Work task -> Report back every line in the data that includes the string "Terra".

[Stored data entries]
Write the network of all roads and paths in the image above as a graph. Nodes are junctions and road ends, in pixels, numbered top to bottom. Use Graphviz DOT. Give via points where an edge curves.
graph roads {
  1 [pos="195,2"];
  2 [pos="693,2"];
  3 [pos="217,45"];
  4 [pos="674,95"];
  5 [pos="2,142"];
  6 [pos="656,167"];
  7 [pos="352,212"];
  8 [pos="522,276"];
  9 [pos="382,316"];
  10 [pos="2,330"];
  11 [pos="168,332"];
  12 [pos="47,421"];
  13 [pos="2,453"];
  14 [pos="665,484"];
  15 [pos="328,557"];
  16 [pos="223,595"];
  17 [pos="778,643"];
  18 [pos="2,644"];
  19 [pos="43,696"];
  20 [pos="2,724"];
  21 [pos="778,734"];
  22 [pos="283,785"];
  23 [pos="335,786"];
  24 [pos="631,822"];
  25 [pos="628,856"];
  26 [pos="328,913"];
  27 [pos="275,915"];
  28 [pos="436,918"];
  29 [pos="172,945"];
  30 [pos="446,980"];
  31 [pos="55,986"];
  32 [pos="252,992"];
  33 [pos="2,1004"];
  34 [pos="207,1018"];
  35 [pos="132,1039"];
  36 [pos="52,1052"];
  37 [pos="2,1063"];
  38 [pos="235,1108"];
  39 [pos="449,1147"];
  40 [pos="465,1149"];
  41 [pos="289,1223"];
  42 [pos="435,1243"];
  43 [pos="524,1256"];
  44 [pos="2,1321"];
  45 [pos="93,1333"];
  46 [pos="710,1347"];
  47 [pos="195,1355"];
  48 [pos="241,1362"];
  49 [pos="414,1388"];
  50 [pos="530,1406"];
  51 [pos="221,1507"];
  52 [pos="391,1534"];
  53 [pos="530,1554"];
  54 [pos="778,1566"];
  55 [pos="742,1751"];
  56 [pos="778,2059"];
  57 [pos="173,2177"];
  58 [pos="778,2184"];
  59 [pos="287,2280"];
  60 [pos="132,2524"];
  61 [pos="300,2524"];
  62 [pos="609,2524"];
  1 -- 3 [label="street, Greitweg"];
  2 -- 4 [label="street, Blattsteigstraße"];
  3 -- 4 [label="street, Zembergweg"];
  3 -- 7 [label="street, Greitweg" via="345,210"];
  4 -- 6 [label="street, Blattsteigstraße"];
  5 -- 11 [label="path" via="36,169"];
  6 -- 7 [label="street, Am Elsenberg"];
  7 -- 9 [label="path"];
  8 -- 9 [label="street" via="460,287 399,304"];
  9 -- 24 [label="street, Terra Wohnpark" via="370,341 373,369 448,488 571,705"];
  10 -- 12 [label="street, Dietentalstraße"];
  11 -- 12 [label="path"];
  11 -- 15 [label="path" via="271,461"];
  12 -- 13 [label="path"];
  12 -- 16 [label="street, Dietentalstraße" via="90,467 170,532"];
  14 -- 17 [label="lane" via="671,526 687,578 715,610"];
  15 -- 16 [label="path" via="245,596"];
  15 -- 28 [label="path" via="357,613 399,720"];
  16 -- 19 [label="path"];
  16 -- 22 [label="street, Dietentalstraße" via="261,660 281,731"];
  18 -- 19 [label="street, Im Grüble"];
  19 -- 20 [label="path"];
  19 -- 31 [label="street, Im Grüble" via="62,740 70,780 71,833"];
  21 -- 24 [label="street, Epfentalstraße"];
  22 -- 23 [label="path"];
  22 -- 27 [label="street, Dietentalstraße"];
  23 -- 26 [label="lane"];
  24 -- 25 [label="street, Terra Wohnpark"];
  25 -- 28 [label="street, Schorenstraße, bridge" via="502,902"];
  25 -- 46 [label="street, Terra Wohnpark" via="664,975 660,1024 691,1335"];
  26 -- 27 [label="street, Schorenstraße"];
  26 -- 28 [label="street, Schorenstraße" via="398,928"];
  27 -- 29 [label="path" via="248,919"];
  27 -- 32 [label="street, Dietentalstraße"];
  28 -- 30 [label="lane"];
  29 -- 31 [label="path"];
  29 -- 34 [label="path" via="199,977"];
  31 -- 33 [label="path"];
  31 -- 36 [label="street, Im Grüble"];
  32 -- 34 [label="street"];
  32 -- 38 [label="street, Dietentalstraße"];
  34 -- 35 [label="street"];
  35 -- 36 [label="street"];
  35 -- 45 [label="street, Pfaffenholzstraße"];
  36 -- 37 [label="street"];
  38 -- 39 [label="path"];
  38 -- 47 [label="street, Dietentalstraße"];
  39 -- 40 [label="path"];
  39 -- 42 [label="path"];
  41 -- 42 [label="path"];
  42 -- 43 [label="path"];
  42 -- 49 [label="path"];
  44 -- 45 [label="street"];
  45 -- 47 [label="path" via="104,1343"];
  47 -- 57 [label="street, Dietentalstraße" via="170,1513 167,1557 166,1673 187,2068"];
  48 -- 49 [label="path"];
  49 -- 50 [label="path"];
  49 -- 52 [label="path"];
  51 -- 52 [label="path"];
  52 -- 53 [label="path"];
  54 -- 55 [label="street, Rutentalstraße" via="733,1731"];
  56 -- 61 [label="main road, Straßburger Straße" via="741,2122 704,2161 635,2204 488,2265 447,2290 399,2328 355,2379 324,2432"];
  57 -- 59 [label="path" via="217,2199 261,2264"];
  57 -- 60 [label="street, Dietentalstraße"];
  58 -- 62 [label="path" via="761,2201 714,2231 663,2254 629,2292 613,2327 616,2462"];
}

Solved problem ->
  9 -- 24 [label="street, Terra Wohnpark" via="370,341 373,369 448,488 571,705"];
  24 -- 25 [label="street, Terra Wohnpark"];
  25 -- 46 [label="street, Terra Wohnpark" via="664,975 660,1024 691,1335"];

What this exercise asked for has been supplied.